Oar Anatomy and Set-Up
Dissecting an oar and understanding the purpose of each part is a good place to start when analyzing how to best use the blade. From top to bottom, the grip is where you hold the oar, the blade is on the farthest extent of the oar, and the shaft connects the two. The neck is where the blade connects to the shaft. This becomes important when assessing the integrity of your oar for weaknesses. Fractures commonly form in the neck, especially for oars that aren’t one continuous piece of wood but are instead two pieces that screw or slide together at the neck.

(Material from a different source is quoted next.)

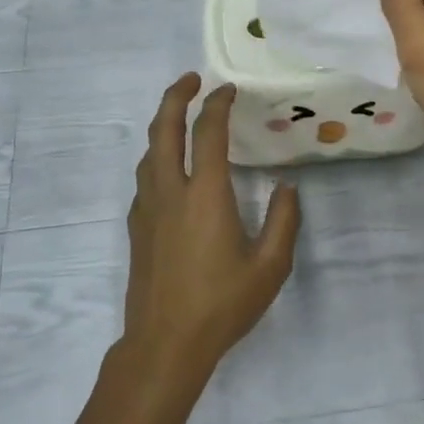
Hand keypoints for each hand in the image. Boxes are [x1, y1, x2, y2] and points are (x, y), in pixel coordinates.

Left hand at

The continuity of materials affects the catch, and a rower can feel it through the grip of the oar. The push and pull of the current transmute from the blade to the rower through the shaft and into the grip. This process is not unlike a bird’s wing catching air or a dolphin’s flipper catching current. Think of the oars as an extension of your body. With one continuous piece of wood, you can receive more information from your blade than with a disruption in the material—as in two separate pieces screwed together. In this way, the rower can meld with their oars as much as possible.
Catch and Power Face
The power face is the action side of the blade. A catch occurs when the blade engages the current to maneuver the boat. Think of a parachute in the wind and the paraglider’s ability to steer the wing by pulling on strings. When the power face of the blade is in an active position a catch will occur enhancing the boat’s agility. Shifting the power face into a non-active or neutral position removes the catch. All the angles between neutral and active are also options. Masterfully shifting the blade in and out of a power face direction feels like painting with a giant paintbrush. Two at the same time, in fact.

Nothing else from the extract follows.